The End of the Ocean by Maja Lunde
This novel is the second in the Klimakvartetten, or Climate Quartet. It follows on from Maja Lunde's History of Bees, which I will now be making a "beeline" for after reading The End of the Ocean.
The End of the Ocean alternates between two stories.
In 2017, Signe a "skinny old biddy" now 70, tells us of visiting her hometown in Norway after many years away, seemingly as an environmental activist. She sails alone into the fjord and steals twelve containers of glacial ice from a ship taking them to desert nations to be used as the exclusive ingredient in expensive drinks by the wealthiest of the wealthy. She seems intent on depositing this stolen treasure on the doorstep of the man, her lover when young but also the man who has made it his business to carve up the glaciers. As she carries out this plan and sails south, she revisits being a child caught between parents' tension and a young woman caught up in what turned out to be futile, environmental protests against the destruction of waterfall and a river to generate electricity. Her journey to the south of France is determined, solitary and is intent on confronting her past lover, despite the gap of fifty years.
In alternate chapters which leap forward to the future, David also tells his story. In 2041 David, and his young daughter, are separated from his wife and baby son, after a fire and political upheaval in a drought-stricken area of southern Europe. They flee to a refugee camp, and on a foray into the dry and dusty landscape discover a boat in an overgrown garden. Here is the link; this is Signe's boat, left at the end of her journey, twenty-four years before. The boat becomes a refuge from the hopelessness, and aimlessness of the camp and a focus for hope in an arid and parched landscape, as David comes to realise his wife and baby son are gone and he dreams of an escape on the boat to the ocean.
The prose is spare, matter-of-fact and light on descriptive detail but still we feel Signe's single-minded focus despite the aching of her body and the cold and damp of the small boat on the rolling grey ocean and we feel David teetering on the brink of despair and struggling to cope with the loss of family, the hunger and the thirst and uncertainty as he masks his fear mostly for the sake of his little girl. As a reader, I cared about these characters: the stubborn, uncompromising but still very hurt Signe battling to save the natural world; David who digs deep to survive for the sake of his daughter, and ashamed of his own need for comfort in sex; and the bright, inquisitive, courageous , honest and hopeful child. I cared about Signe, whose loneliness was a consequence of her own decisions and about David and Lou, more victims of circumstance but still with choices to make about how to live in a situation of uncertainty. I wanted them all to find peace.

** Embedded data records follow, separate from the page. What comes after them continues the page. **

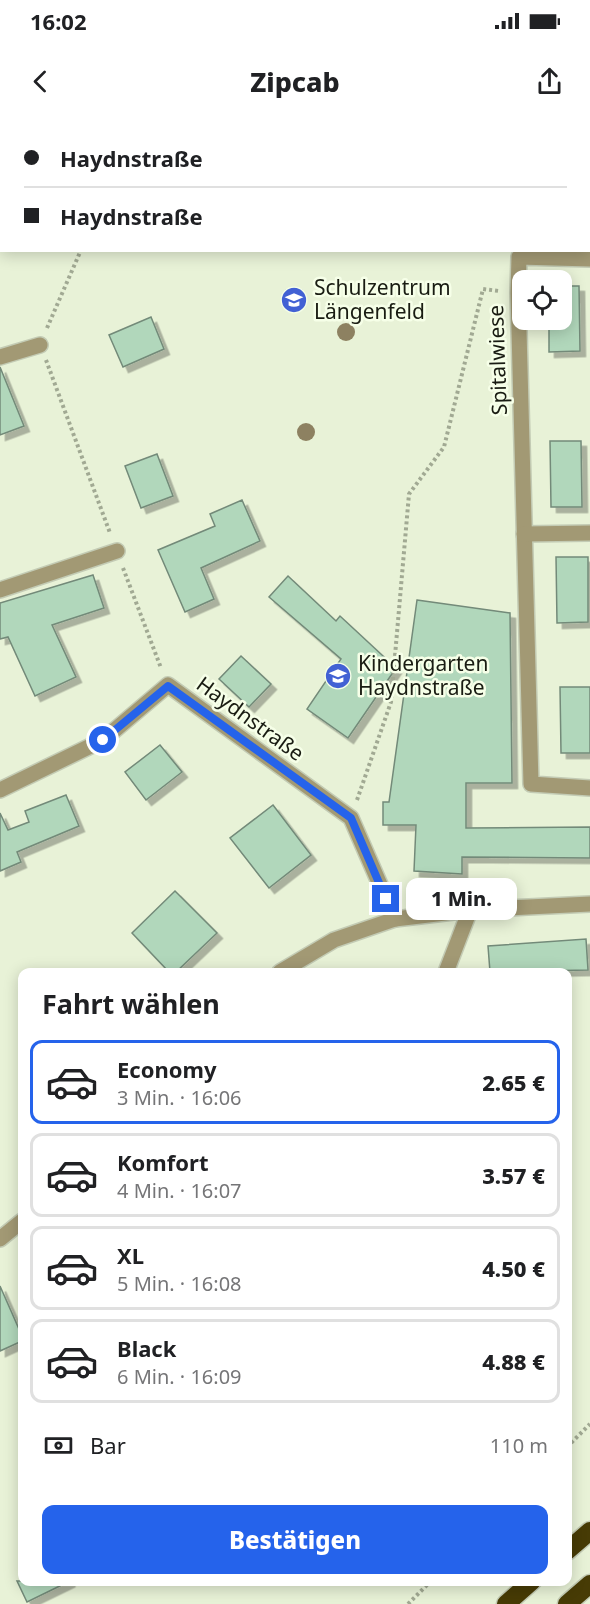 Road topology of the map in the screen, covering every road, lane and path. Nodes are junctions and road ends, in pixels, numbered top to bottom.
1 (80, 252) edge
2 (590, 259) edge
3 (519, 270) edge
4 (512, 292) edge
5 (55, 310) dead end
6 (519, 330) edge
7 (40, 345) joint
8 (0, 357) edge
9 (590, 533) edge
10 (524, 534) junction
11 (117, 551) junction
12 (0, 590) edge
13 (168, 686) junction
14 (590, 788) edge
15 (0, 790) edge
16 (351, 818) junction
17 (590, 904) edge
18 (470, 910) junction
19 (394, 919) junction
20 (287, 968) edge
21 (448, 968) edge
22 (18, 1224) edge
23 (0, 1239) edge
24 (590, 1424) edge
25 (572, 1442) edge
26 (590, 1531) edge
27 (572, 1547) edge
28 (590, 1584) edge
29 (426, 1586) edge
30 (526, 1586) edge
31 (408, 1604) edge
32 (506, 1604) edge
33 (567, 1604) edge

1 - 5 path
2 - 3 street, Spitalwiese
4 - 16 path
6 - 10 street, Spitalwiese
7 - 8 street
7 - 11 path
9 - 10 street
10 - 14 street, Spitalwiese
11 - 12 street
11 - 13 path
13 - 15 street, Haydnstraße
13 - 16 street, Haydnstraße
16 - 19 street
17 - 18 street
18 - 19 street
18 - 21 street
19 - 20 street
22 - 23 street
24 - 25 path
26 - 27 highway
28 - 33 highway
29 - 31 path
30 - 32 highway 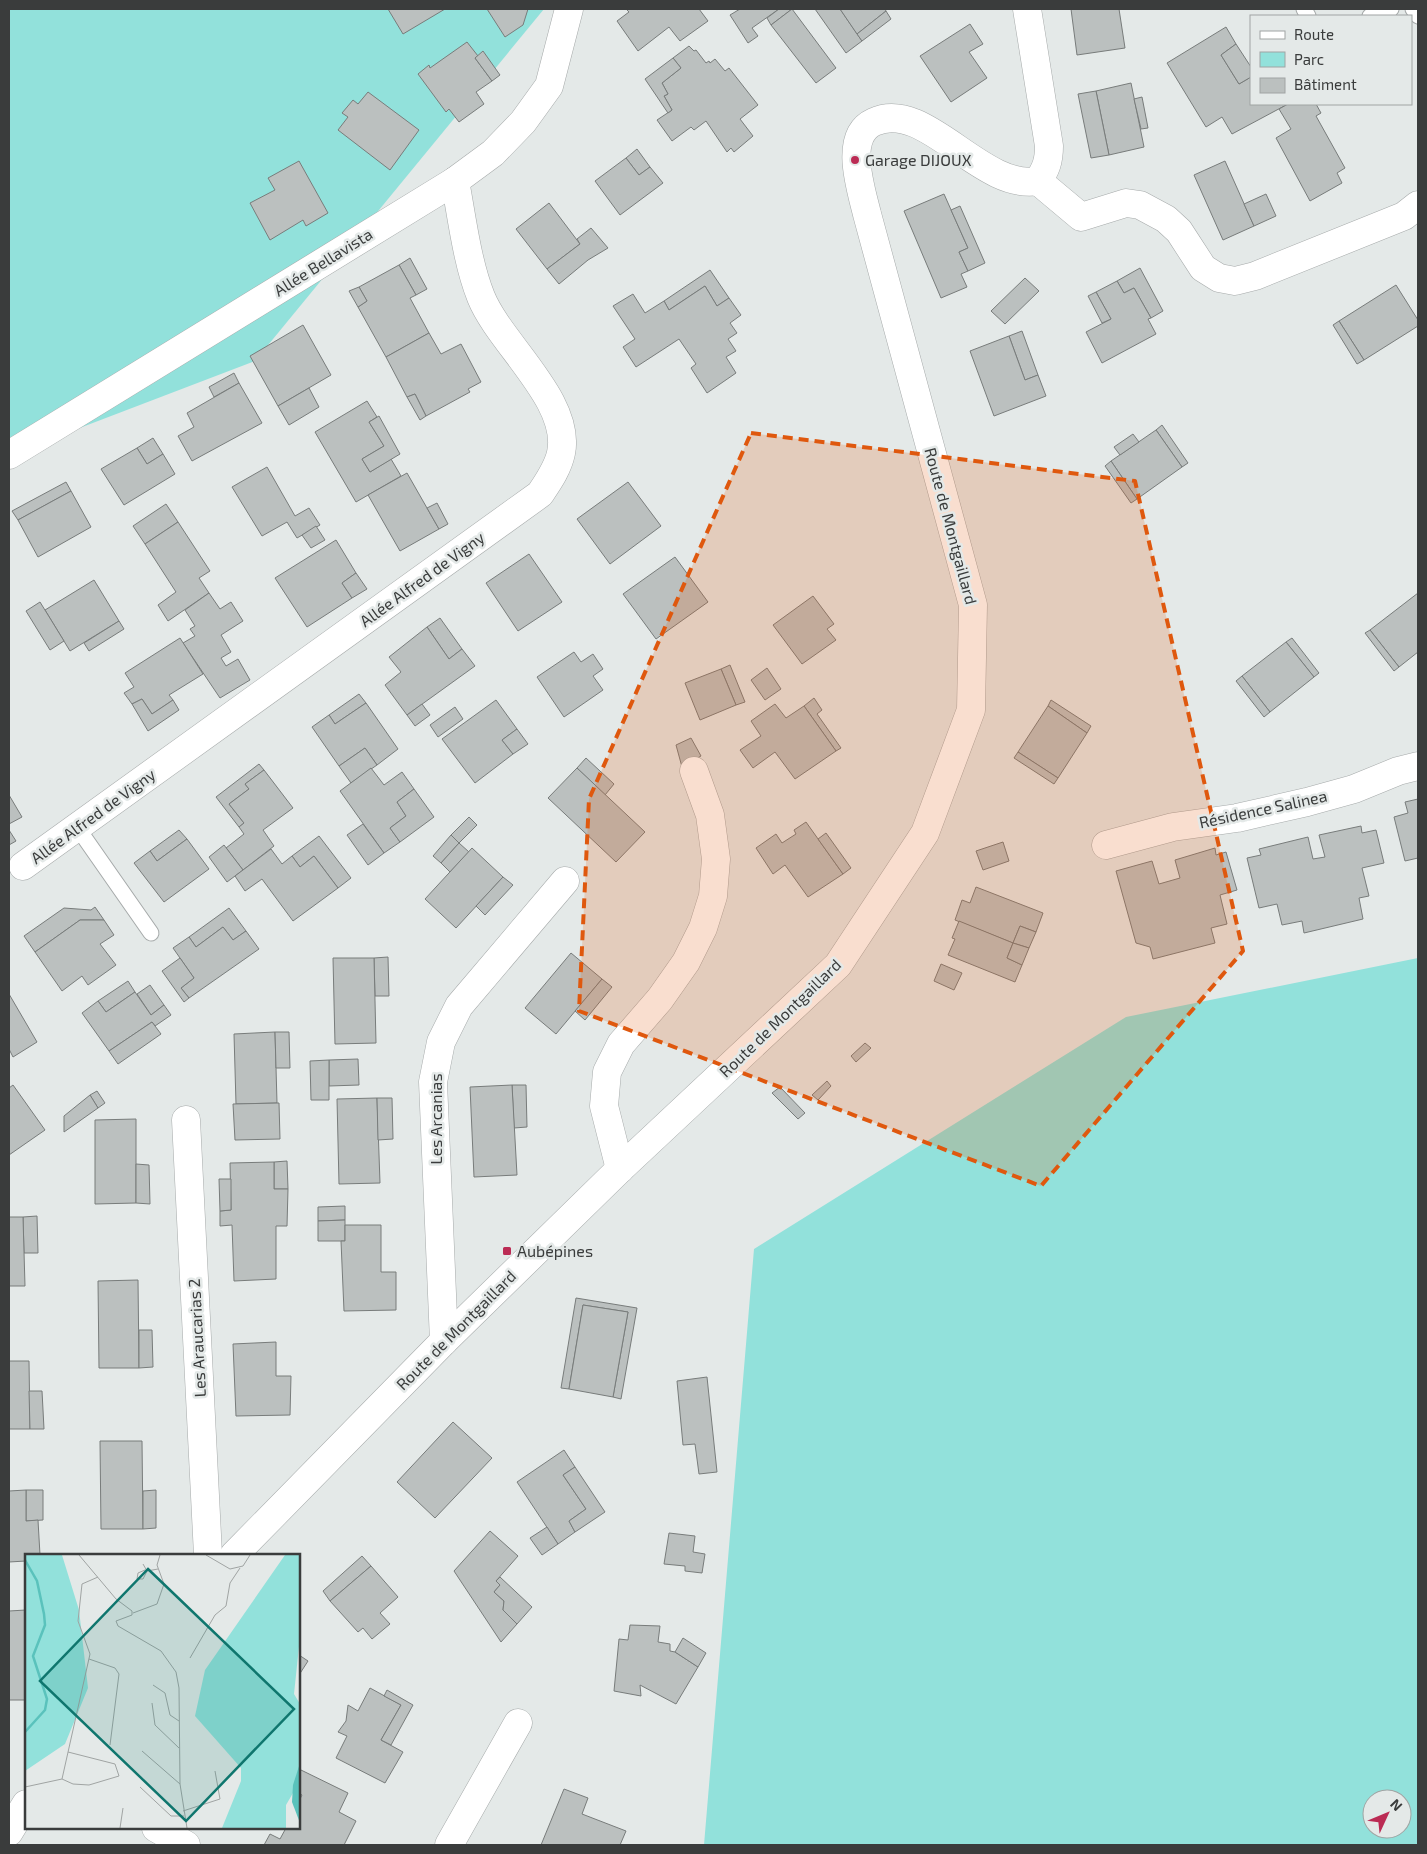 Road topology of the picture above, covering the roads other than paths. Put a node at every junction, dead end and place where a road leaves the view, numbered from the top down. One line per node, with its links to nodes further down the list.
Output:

As the two strands of the novel move forward and weave together, water is integral to the stories : water as rivers diverted, glaciers carved up, as oceans on which to move away from human exploitation, water so scarce in a drought as to dry up canals, and parch farm land, to be desalinated, measured and rationed to quench thirst, water as rainfall to fill the wells, green the fields and to fill the canal, as a conduit for the boat, and as a promise for the future.
I found the ending of both strands of this novel particularly haunting; the power of hope and the strength of the human spirit give meaning and dignity to the lives of these individuals. Our choices as individuals may not be how we can change the world, but in how we respond to events and situations that we find ourselves in.
Finishing on an open-ended note, the characters and the situations lingered in my mind well past the last page. The effect of climate change, the necessity of water for human life and the human effect on the world's landscape are all questions raised after reading, making it one of those books that needs to be mulled over and to be talked about.
This novel addresses future and global problems, but through the stories of individuals. In both capacities, it is a highly recommended read.